■ Data in this exercise ■

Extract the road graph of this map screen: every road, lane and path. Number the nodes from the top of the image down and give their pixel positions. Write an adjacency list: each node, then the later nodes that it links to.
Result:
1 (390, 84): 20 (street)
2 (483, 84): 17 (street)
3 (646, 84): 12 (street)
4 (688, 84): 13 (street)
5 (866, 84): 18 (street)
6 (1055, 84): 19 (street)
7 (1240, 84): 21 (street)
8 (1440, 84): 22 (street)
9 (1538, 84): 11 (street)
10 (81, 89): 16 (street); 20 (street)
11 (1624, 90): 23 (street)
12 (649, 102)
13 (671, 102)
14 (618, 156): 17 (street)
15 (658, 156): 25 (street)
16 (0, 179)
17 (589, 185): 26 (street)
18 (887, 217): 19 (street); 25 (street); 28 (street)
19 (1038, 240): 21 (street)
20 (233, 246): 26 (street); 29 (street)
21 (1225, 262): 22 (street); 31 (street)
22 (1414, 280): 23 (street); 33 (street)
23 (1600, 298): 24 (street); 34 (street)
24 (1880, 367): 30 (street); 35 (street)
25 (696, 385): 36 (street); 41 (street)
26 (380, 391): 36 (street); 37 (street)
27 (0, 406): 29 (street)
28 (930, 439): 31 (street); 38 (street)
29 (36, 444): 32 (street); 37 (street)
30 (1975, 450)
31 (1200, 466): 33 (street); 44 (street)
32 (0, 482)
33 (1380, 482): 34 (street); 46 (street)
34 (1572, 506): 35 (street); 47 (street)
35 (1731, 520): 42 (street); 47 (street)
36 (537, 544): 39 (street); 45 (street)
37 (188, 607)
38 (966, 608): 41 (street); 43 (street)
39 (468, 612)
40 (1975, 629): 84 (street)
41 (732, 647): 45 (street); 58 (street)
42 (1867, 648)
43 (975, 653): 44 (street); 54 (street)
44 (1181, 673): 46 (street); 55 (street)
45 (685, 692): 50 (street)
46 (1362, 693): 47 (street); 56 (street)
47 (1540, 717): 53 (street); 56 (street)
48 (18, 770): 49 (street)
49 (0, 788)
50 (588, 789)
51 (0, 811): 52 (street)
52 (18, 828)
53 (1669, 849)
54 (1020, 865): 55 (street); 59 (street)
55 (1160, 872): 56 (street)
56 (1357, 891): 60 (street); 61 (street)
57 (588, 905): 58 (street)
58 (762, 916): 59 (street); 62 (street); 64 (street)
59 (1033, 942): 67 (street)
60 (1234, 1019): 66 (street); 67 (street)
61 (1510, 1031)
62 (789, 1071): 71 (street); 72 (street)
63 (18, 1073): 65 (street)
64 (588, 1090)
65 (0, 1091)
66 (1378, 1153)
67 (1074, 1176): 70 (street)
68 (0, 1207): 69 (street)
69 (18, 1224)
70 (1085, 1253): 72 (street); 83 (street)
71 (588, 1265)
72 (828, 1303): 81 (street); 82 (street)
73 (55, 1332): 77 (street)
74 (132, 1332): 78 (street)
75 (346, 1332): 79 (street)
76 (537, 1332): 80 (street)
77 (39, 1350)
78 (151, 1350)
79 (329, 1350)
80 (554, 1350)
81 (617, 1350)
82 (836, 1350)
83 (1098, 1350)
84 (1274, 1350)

■ Directions ■
A verbatim repeat of all the entries above is the required answer.

■ Solution for this task ■
Extract the road graph of this map screen: every road, lane and path. Number the nodes from the top of the image down and give their pixel positions. Write an adjacency list: each node, then the later nodes that it links to.
Result:
1 (390, 84): 20 (street)
2 (483, 84): 17 (street)
3 (646, 84): 12 (street)
4 (688, 84): 13 (street)
5 (866, 84): 18 (street)
6 (1055, 84): 19 (street)
7 (1240, 84): 21 (street)
8 (1440, 84): 22 (street)
9 (1538, 84): 11 (street)
10 (81, 89): 16 (street); 20 (street)
11 (1624, 90): 23 (street)
12 (649, 102)
13 (671, 102)
14 (618, 156): 17 (street)
15 (658, 156): 25 (street)
16 (0, 179)
17 (589, 185): 26 (street)
18 (887, 217): 19 (street); 25 (street); 28 (street)
19 (1038, 240): 21 (street)
20 (233, 246): 26 (street); 29 (street)
21 (1225, 262): 22 (street); 31 (street)
22 (1414, 280): 23 (street); 33 (street)
23 (1600, 298): 24 (street); 34 (street)
24 (1880, 367): 30 (street); 35 (street)
25 (696, 385): 36 (street); 41 (street)
26 (380, 391): 36 (street); 37 (street)
27 (0, 406): 29 (street)
28 (930, 439): 31 (street); 38 (street)
29 (36, 444): 32 (street); 37 (street)
30 (1975, 450)
31 (1200, 466): 33 (street); 44 (street)
32 (0, 482)
33 (1380, 482): 34 (street); 46 (street)
34 (1572, 506): 35 (street); 47 (street)
35 (1731, 520): 42 (street); 47 (street)
36 (537, 544): 39 (street); 45 (street)
37 (188, 607)
38 (966, 608): 41 (street); 43 (street)
39 (468, 612)
40 (1975, 629): 84 (street)
41 (732, 647): 45 (street); 58 (street)
42 (1867, 648)
43 (975, 653): 44 (street); 54 (street)
44 (1181, 673): 46 (street); 55 (street)
45 (685, 692): 50 (street)
46 (1362, 693): 47 (street); 56 (street)
47 (1540, 717): 53 (street); 56 (street)
48 (18, 770): 49 (street)
49 (0, 788)
50 (588, 789)
51 (0, 811): 52 (street)
52 (18, 828)
53 (1669, 849)
54 (1020, 865): 55 (street); 59 (street)
55 (1160, 872): 56 (street)
56 (1357, 891): 60 (street); 61 (street)
57 (588, 905): 58 (street)
58 (762, 916): 59 (street); 62 (street); 64 (street)
59 (1033, 942): 67 (street)
60 (1234, 1019): 66 (street); 67 (street)
61 (1510, 1031)
62 (789, 1071): 71 (street); 72 (street)
63 (18, 1073): 65 (street)
64 (588, 1090)
65 (0, 1091)
66 (1378, 1153)
67 (1074, 1176): 70 (street)
68 (0, 1207): 69 (street)
69 (18, 1224)
70 (1085, 1253): 72 (street); 83 (street)
71 (588, 1265)
72 (828, 1303): 81 (street); 82 (street)
73 (55, 1332): 77 (street)
74 (132, 1332): 78 (street)
75 (346, 1332): 79 (street)
76 (537, 1332): 80 (street)
77 (39, 1350)
78 (151, 1350)
79 (329, 1350)
80 (554, 1350)
81 (617, 1350)
82 (836, 1350)
83 (1098, 1350)
84 (1274, 1350)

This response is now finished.